Features of Brown-Séquard Syndrome at Left C5 Level
Brown-Séquard syndrome at the left C5 level presents with ipsilateral (left-sided) motor weakness/paralysis and loss of proprioception, with contralateral (right-sided) loss of pain and temperature sensation below the level of the lesion.
Clinical Manifestations
Motor Deficits (Left-sided)
- Left-sided weakness/paralysis below the C5 level
- Affects left upper limb (particularly deltoid, biceps) and left lower limb
- Spastic paralysis due to corticospinal tract involvement
- Loss of fine motor control on the left side
- Possible hyperreflexia and positive Babinski sign on the left
Sensory Deficits
Ipsilateral (Left-sided):
- Loss of vibration and position sense (proprioception) below C5 level
- Impaired tactile discrimination and stereognosis
- These deficits occur due to damage to the posterior columns
Contralateral (Right-sided):
- Loss of pain and temperature sensation starting 2-3 segments below the level of injury (approximately T1-T2 level)
- This occurs due to damage to the lateral spinothalamic tract that crosses at the level of entry
Reflex Changes
- Diminished or absent left biceps and brachioradialis reflexes (C5-C6)
- Hyperreflexia below the level of injury on the left side
- Normal reflexes on the right side except for pain and temperature sensation
Pathophysiology
Brown-Séquard syndrome results from hemisection or lateral injury to the spinal cord 1, 2. At the C5 level, this involves:
- Damage to the left lateral corticospinal tract → left-sided weakness/paralysis below C5
- Damage to the left posterior columns → left-sided loss of proprioception and vibration sense
- Damage to the right spinothalamic tract (which has already crossed from the left) → right-sided loss of pain and temperature sensation
Clinical Course and Prognosis
The prognosis for Brown-Séquard syndrome is generally favorable compared to other spinal cord injury patterns 1, 3. Patients typically show substantial recovery, particularly of motor function.
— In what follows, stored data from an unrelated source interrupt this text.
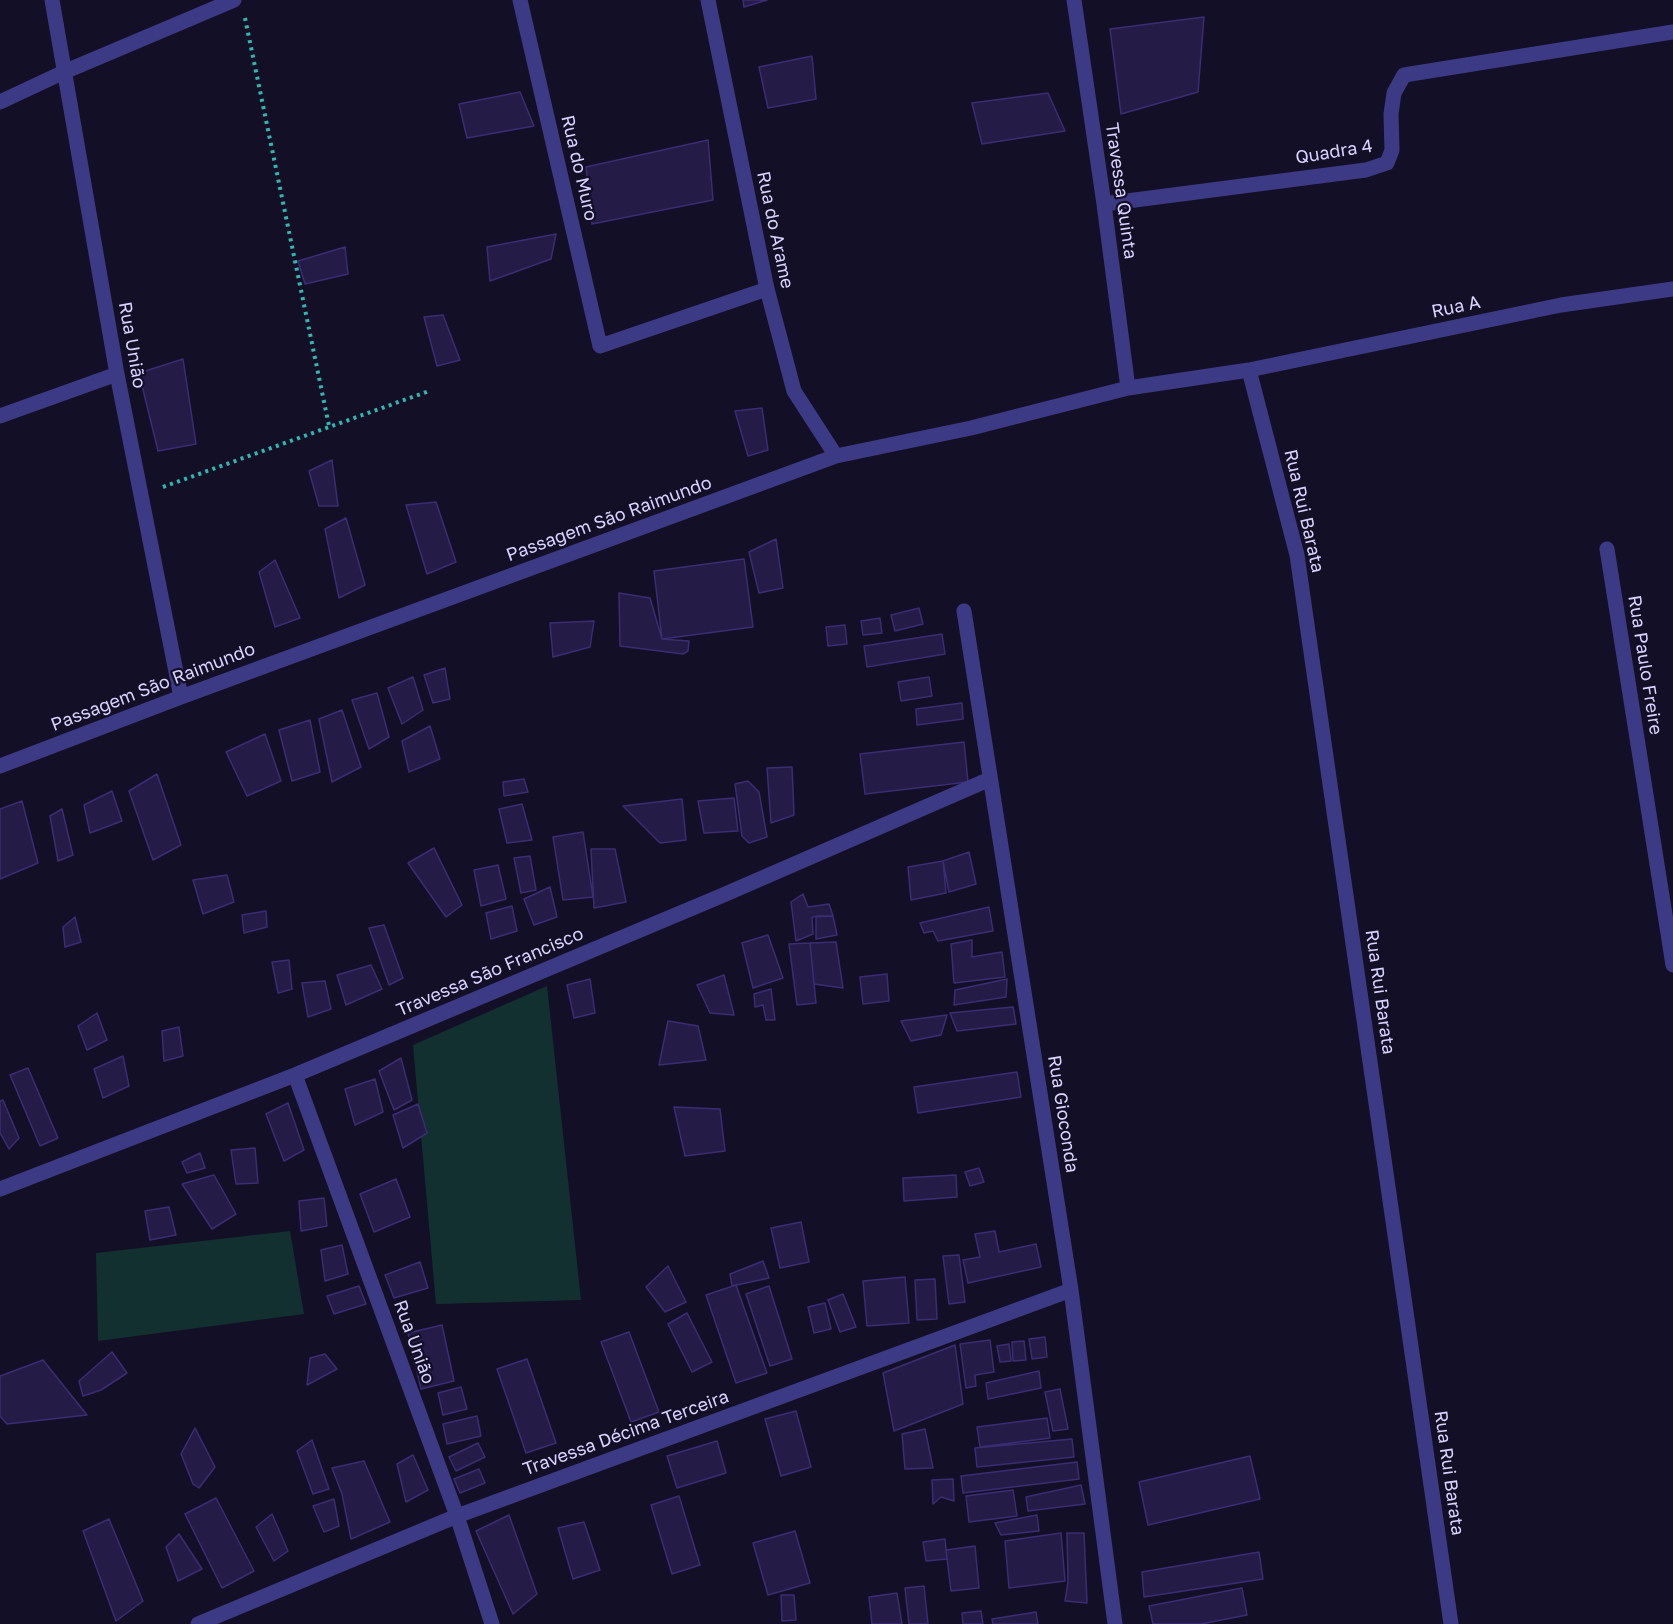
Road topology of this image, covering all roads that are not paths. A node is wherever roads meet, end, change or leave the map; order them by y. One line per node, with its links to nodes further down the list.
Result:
1 (52, 0): 7 (street, Rua União)
2 (520, 0): 10 (street, Rua do Muro)
3 (708, 0): 10 (street, Rua do Arame)
4 (1074, 0): 9 (street, Travessa Quinta)
5 (239, 6): 7 (street)
6 (1673, 32): 9 (street, Quadra 4)
7 (64, 72): 8 (street); 13 (street, Rua União)
8 (0, 102)
9 (1104, 204): 14 (street, Travessa Quinta)
10 (767, 289): 16 (street, Rua do Arame)
11 (1673, 289): 12 (street, Rua A)
12 (1249, 370): 14 (street, Passagem São Raimundo); 30 (street, Rua Rui Barata)
13 (117, 374): 15 (street); 19 (street, Rua União)
14 (1128, 388): 16 (street, Passagem São Raimundo)
15 (0, 416)
16 (836, 456): 19 (street, Passagem São Raimundo)
17 (1607, 549): 22 (street, Rua Paulo Freire)
18 (964, 611): 21 (street, Rua Gioconda)
19 (181, 696): 20 (street, Passagem São Raimundo)
20 (0, 766)
21 (990, 779): 23 (street, Travessa São Francisco); 25 (street, Rua Gioconda)
22 (1673, 965)
23 (295, 1075): 24 (street, Travessa São Francisco); 26 (street, Rua União)
24 (0, 1189)
25 (1071, 1290): 26 (street, Travessa Décima Terceira); 29 (street, Rua Gioconda)
26 (457, 1516): 27 (street, Travessa Décima Terceira); 28 (street, Rua União)
27 (198, 1624)
28 (492, 1624)
29 (1115, 1624)
30 (1451, 1624)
Recovery often follows this pattern:
- First: Recovery of motor function (ipsilateral side)
- Second: Recovery of pain and temperature sensation (contralateral side)
- Last: Recovery of proprioception (ipsilateral side)
Diagnostic Approach
- MRI of the cervical spine is the gold standard for diagnosis, showing hemisection or lateral compression of the spinal cord at C5 level 4
- CT myelography may be used if MRI is contraindicated
- Neurological examination demonstrating the classic pattern of deficits is crucial for diagnosis
Common Causes at C5 Level
- Traumatic injuries (stab wounds, penetrating injuries) 1, 3, 2
- Cervical disc herniation 4
- Spinal cord tumors
- Vascular lesions
- Infectious or inflammatory processes
Clinical Pearls
- Pure Brown-Séquard syndrome is rare; most cases present as "Brown-Séquard plus syndrome" with incomplete or mixed neurological deficits
- Early diagnosis and prompt treatment are associated with better functional outcomes
- Rehabilitation plays a crucial role in recovery
- The syndrome provides an excellent clinical demonstration of spinal cord tract anatomy and function
In summary, Brown-Séquard syndrome at the left C5 level presents with left-sided motor weakness/paralysis and proprioceptive loss with right-sided pain and temperature sensation loss below the level of injury, reflecting the anatomical organization of the ascending and descending tracts in the spinal cord.